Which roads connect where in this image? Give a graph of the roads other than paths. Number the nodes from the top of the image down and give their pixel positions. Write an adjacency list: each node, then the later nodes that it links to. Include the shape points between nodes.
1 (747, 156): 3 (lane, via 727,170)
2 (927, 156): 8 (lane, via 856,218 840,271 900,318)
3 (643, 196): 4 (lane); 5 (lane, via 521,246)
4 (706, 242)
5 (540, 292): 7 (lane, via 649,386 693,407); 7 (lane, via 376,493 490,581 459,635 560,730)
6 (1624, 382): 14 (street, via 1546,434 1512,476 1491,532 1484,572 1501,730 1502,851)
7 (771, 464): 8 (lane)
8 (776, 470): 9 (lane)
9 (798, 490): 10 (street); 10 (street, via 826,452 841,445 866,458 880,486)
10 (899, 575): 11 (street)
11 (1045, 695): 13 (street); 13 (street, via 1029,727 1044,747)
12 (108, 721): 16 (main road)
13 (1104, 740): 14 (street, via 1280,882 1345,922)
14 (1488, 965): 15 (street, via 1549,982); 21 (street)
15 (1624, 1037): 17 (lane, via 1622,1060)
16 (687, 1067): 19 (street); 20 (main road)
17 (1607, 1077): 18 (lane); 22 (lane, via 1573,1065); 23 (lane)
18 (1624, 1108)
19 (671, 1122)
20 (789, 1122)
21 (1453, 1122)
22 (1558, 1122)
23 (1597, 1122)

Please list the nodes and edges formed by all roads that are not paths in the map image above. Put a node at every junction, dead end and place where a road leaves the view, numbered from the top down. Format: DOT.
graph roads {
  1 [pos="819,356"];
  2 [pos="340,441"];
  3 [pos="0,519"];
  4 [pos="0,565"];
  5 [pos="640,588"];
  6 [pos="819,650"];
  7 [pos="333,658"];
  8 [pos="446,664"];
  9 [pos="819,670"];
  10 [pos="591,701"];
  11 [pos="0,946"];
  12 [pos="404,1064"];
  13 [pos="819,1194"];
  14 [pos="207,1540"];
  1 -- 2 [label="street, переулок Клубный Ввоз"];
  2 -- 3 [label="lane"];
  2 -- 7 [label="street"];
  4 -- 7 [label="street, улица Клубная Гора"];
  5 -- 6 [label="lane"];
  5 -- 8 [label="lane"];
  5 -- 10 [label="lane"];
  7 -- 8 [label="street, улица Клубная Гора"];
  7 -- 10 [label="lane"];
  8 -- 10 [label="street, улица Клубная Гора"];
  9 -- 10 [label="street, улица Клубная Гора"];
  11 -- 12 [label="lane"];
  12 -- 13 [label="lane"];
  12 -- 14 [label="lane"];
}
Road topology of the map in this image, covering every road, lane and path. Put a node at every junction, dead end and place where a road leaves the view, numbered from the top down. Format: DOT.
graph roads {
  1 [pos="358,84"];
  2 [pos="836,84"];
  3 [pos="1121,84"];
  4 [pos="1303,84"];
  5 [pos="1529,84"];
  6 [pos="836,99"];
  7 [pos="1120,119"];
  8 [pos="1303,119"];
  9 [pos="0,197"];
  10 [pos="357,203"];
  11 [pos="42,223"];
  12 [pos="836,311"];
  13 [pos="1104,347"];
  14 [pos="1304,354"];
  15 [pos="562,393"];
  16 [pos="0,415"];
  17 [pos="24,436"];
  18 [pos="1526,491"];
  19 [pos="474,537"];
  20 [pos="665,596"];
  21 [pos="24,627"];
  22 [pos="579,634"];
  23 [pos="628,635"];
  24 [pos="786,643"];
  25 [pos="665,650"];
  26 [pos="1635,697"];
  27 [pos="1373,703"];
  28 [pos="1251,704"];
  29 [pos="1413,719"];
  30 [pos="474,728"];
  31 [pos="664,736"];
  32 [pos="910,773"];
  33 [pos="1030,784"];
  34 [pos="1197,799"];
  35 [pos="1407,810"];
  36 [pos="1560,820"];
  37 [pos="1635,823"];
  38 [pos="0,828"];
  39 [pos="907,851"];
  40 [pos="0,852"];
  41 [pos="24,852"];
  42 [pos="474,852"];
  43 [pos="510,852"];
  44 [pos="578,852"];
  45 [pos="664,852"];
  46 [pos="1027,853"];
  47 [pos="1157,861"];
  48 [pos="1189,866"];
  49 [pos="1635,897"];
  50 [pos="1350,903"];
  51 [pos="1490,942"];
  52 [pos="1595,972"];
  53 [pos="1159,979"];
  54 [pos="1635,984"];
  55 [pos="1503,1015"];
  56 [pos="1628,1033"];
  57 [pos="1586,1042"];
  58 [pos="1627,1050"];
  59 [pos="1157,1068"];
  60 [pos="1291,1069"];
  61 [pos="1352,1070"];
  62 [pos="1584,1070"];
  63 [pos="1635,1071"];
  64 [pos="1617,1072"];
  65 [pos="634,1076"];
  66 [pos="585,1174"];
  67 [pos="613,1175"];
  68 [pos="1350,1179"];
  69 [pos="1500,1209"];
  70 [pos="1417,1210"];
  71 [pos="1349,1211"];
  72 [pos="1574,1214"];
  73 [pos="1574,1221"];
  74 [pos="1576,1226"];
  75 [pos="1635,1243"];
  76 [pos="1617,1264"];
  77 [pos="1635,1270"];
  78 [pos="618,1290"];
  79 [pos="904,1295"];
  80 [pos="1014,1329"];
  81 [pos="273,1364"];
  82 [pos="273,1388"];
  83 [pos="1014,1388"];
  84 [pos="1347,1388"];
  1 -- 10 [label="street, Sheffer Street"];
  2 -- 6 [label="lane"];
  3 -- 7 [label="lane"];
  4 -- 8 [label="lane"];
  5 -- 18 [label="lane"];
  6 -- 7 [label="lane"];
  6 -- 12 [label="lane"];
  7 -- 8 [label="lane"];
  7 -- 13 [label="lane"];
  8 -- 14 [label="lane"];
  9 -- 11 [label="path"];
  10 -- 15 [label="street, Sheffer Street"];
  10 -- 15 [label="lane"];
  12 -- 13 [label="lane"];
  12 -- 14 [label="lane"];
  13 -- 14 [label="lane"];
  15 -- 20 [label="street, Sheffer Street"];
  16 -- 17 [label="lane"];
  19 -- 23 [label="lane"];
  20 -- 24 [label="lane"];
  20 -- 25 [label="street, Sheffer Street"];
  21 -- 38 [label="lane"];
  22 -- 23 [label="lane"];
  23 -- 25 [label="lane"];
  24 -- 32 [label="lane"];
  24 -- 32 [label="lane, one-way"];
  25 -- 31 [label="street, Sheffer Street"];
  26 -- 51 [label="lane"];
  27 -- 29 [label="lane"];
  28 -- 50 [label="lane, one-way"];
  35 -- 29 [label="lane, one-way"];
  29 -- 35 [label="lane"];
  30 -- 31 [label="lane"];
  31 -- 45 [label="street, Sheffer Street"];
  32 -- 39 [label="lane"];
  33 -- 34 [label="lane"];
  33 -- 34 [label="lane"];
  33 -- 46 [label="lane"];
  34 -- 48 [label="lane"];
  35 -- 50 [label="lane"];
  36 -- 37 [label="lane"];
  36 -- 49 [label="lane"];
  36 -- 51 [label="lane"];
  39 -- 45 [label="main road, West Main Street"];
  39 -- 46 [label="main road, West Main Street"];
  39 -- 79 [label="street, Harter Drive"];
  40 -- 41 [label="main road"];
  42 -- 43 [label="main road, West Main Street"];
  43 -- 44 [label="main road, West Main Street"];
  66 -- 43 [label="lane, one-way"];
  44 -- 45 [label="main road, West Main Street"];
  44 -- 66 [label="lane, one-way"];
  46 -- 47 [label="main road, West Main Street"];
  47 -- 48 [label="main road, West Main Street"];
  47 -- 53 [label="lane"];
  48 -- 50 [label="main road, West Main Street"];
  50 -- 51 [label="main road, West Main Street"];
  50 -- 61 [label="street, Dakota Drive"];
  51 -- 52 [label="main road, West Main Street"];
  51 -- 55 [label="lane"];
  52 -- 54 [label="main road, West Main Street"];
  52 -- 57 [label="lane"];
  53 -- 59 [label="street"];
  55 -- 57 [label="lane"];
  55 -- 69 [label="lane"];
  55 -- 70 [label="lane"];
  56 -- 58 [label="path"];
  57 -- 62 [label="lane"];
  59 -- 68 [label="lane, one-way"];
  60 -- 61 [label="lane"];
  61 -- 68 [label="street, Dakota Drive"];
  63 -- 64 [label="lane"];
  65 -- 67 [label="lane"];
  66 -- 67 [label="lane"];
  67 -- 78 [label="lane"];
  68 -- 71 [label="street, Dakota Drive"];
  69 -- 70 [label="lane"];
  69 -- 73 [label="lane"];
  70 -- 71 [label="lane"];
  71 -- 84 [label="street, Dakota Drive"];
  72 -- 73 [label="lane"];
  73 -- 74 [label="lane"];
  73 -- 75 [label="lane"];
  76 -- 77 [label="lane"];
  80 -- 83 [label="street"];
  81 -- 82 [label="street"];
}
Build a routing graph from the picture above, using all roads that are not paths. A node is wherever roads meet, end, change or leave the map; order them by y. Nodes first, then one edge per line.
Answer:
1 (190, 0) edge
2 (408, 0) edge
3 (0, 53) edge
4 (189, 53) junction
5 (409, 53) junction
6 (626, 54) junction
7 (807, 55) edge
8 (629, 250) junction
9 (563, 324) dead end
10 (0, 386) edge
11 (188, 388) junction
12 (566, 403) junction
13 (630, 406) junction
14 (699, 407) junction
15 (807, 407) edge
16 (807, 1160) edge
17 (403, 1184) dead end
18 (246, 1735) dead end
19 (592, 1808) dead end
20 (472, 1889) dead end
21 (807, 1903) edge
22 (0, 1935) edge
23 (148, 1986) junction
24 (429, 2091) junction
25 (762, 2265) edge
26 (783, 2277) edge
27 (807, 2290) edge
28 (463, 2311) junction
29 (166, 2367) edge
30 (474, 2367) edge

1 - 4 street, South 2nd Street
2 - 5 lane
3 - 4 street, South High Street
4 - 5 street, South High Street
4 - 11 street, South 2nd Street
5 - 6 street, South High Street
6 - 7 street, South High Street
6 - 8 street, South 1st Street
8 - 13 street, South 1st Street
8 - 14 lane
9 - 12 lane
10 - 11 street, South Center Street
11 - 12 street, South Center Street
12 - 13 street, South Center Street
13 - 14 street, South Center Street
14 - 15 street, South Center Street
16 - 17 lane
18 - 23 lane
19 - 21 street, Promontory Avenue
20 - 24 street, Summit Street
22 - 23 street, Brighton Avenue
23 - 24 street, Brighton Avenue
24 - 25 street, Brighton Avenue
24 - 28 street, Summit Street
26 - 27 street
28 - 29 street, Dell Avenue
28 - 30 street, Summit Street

------

Return each line of the material above that holds the string "numbered".

Please list the nodes and edges formed by all roads that are not paths in the map image above. Put a node at every junction, dead end and place where a road leaves the view, numbered from the top down. Format: DOT.
Road topology of the map in this image, covering every road, lane and path. Put a node at every junction, dead end and place where a road leaves the view, numbered from the top down. Format: DOT.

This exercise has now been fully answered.